▸ TO DO:
What is needed here is an exact repetition of the records below, beginning at the line that has "pinky mcp: (232, 321)" and stopping after the line that has "index dip: (300, 232)".

*** DATA SHOWN Section Begins ***

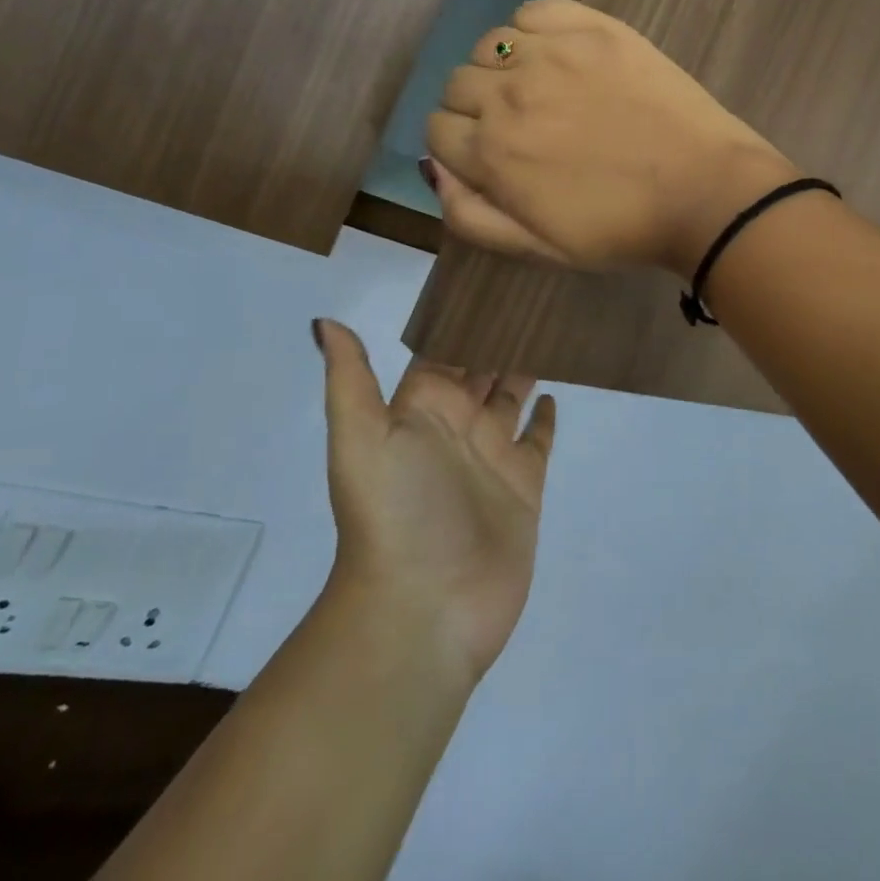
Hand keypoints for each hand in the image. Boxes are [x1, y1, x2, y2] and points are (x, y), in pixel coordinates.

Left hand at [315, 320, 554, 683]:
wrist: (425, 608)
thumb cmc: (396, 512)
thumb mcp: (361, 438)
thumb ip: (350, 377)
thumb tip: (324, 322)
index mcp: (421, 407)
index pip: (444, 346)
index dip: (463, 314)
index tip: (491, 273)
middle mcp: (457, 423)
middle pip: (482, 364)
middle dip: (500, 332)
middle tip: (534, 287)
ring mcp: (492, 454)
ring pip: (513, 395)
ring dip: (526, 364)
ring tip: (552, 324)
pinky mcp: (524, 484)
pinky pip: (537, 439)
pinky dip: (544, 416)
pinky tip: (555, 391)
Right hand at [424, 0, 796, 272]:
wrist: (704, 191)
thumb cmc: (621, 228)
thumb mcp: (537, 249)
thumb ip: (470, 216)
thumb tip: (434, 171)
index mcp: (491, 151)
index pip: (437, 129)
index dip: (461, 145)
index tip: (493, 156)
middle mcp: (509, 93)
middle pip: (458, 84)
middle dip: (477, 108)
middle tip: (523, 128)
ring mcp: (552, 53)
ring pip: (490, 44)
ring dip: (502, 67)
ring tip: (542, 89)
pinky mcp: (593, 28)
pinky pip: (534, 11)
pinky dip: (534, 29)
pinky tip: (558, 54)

*** DATA SHOWN Section Ends ***
*** DATA SHOWN Section Begins ***

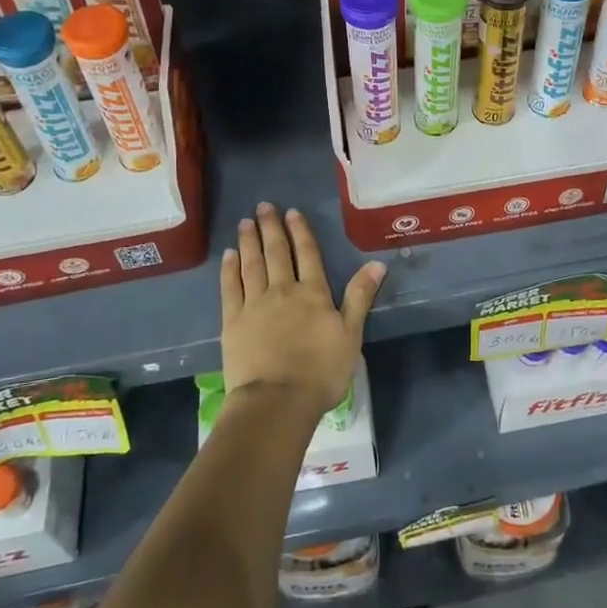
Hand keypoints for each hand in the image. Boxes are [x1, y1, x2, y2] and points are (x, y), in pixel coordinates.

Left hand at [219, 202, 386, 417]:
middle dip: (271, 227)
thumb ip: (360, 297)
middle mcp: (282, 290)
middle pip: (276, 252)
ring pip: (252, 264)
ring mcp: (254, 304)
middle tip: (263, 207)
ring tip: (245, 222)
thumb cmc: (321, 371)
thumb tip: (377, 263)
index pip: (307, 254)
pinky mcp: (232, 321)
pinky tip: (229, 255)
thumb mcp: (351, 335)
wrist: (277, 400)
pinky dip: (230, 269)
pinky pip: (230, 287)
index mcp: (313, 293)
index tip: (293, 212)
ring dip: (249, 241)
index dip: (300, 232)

*** DATA SHOWN Section Ends ***
*** DATA SHOWN Section Begins ***

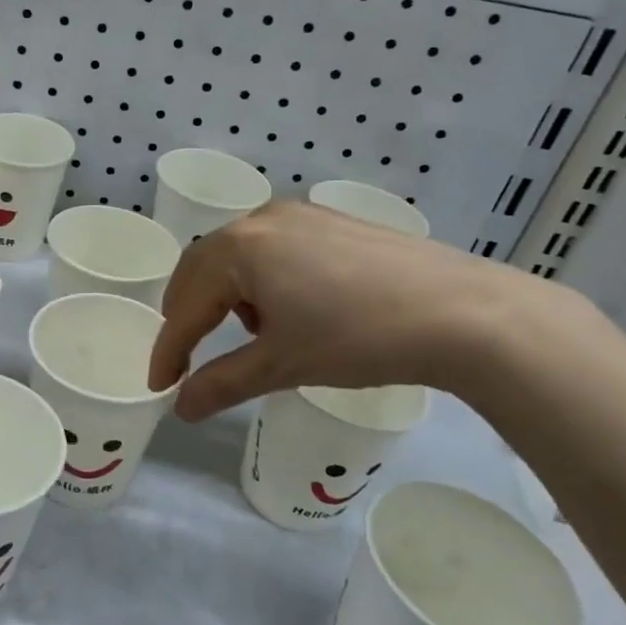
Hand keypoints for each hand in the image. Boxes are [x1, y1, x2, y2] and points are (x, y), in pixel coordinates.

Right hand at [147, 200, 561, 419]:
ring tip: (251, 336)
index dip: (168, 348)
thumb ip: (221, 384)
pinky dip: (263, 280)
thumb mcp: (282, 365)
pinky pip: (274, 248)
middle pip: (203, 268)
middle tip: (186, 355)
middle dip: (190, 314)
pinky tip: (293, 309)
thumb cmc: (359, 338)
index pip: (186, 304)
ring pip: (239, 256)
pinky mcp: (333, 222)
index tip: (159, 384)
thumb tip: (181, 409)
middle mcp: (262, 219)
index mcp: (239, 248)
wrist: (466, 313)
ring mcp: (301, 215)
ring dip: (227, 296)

*** DATA SHOWN Section Ends ***

▸ SOLUTION TO THIS PROBLEM:
pinky mcp: (232, 321)
pinky tip: (229, 255)
thumb mcp: (351, 335)
wrist: (277, 400)
pinky dip: (230, 269)
pinky pip: (230, 287)
index mcp: (313, 293)
index tip: (293, 212)
ring dip: (249, 241)
index dip: (300, 232)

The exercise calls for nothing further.